Snape drew a large circle in the air and whispered a spell. In the area he'd outlined, air melted and hardened into an opaque, milky sheet some three centimeters thick. A thin ribbon of blue-white light connected the wand tip to the center of the sheet.
"Stay close beside me," Snape warned. "Hold tight to my robes if you must. Whatever happens, remain under the shield."
With the youths clinging close to his sides, Severus Snape moved forward, the outer face of his magical shield presented toward the deadly ceiling. The instant their feet touched the darker surface, magical holes appeared in the stone overhead. The darts--twisted wooden thorns between two and four centimeters in length--emerged with an explosive snap of air as though ejected by a hundred blowguns. The projectiles struck Snape's shield and bounced off in all directions.
The ceiling rained thorns. Within seconds the floor disappeared beneath a layer of sticks that crunched like tinder-dry twigs beneath their feet. When Hermione stepped on one such pile, it settled unexpectedly, twisting her ankle to the outside. In the brief instant when one arm flew out to correct her balance, a thorn ricocheted off the wall and sliced across the back of her hand.
Snape moved them forward at the safest possible pace. At the next intersection, the rain of thorns ended as quickly as it began.
Snape muttered, "Finite incantatum." The milky oval vanished.
"What spell was that, Professor?" Hermione asked as she dabbed at her stinging hand with the sleeve of her robes. "The one you used to create the shield."
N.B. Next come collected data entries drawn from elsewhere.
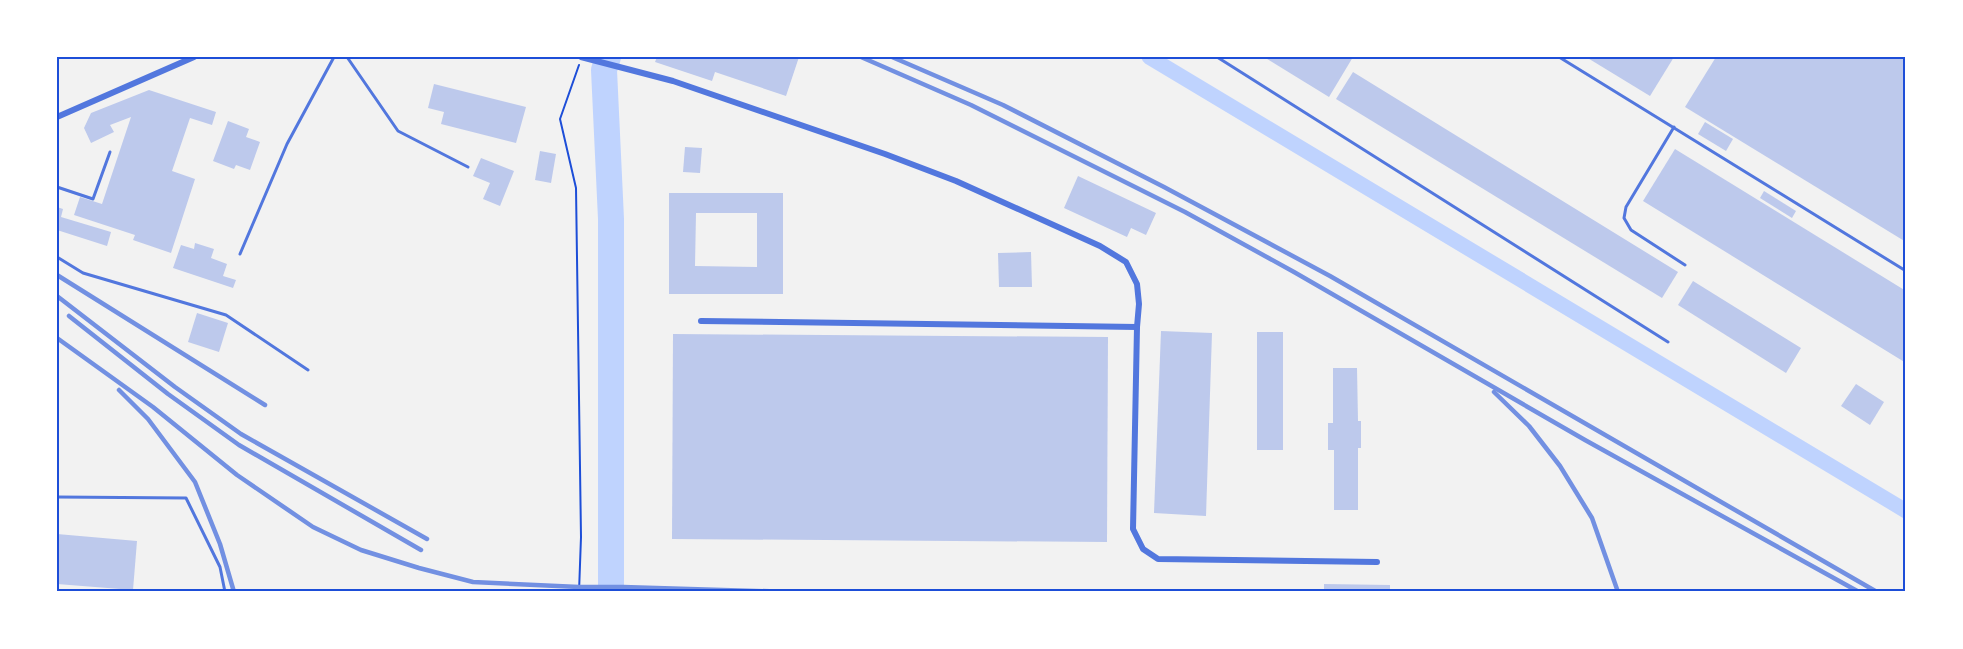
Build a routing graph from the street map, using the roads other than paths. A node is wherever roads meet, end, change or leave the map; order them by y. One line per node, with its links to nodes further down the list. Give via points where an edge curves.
1 (194, 57): 8 (street)
2 (334, 57): 13 (lane, via 286,144)
3 (347, 57): 11 (lane, via 398,131)
4 (582, 57): 18 (street, via 673,81 946,177 1100,246 1126,262 1137,284)
5 (1217, 57): 19 (lane)
6 (1559, 57): 7 (lane)
7 (1565, 59): 9 (lane)
8 (57, 117)
9 (1674, 128): 15 (lane, via 1626,207 1624,218 1631,230); 16 (lane)
10 (110, 152): 12 (lane, via 93,199)
11 (468, 167)
12 (57, 187)
13 (240, 254)
14 (57, 256): 20 (lane, via 83,273 226,315)
15 (1685, 265)
16 (1906, 271)
17 (701, 321): 18 (street)
18 (1137, 327): 22 (street, via 1133,529 1143,549 1158,559)
19 (1668, 342)
20 (308, 370)
21 (57, 497): 23 (lane, via 186,498 220,567)
22 (1377, 562)
23 (225, 592)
"One you are far too young to learn," Snape said, his attention already on the way ahead. He moved several feet further down the passageway. "It hardens the air into a shield. Cast incorrectly, however, it can harden all of the air around you for a distance of two meters. Unless someone close by can nullify the spell, you would run out of breathable oxygen in a matter of minutes. Not a very healthy thing to have happen, wouldn't you agree?"
Hermione swayed, dizzy. Her throat felt tight. Breathing became distressingly difficult.
"Pro-Professor? I don't . . . feel so good."
The instant Neville caught Hermione's shoulders, she leaned against him, her legs refusing to bear her weight.
"Hermione! Professor Snape! Something's wrong with Hermione!"
Snape materialized directly before them and laid the back of his fingers against her face. Her forehead was fiery to the touch, her skin tight and dry. He immediately noted her gray complexion and labored breathing.
"Lower her to the floor," he ordered.
In seconds, the Potions Master found the red, swollen scratch to her right hand. Vivid red striations meandered up her forearm directly from the point of injury.
Snape snatched at Neville's robes. With great care, he unsnagged a dart that had lodged in the weave and sniffed at the tip. He threw away the dart and unshouldered one of the packs.
"Open that. Take out the bottle of jewelweed infusion."
As Longbottom hurried to comply, he asked, "What's wrong with her, sir?"
"You were far luckier in your first journey than you knew. The darts are poisoned."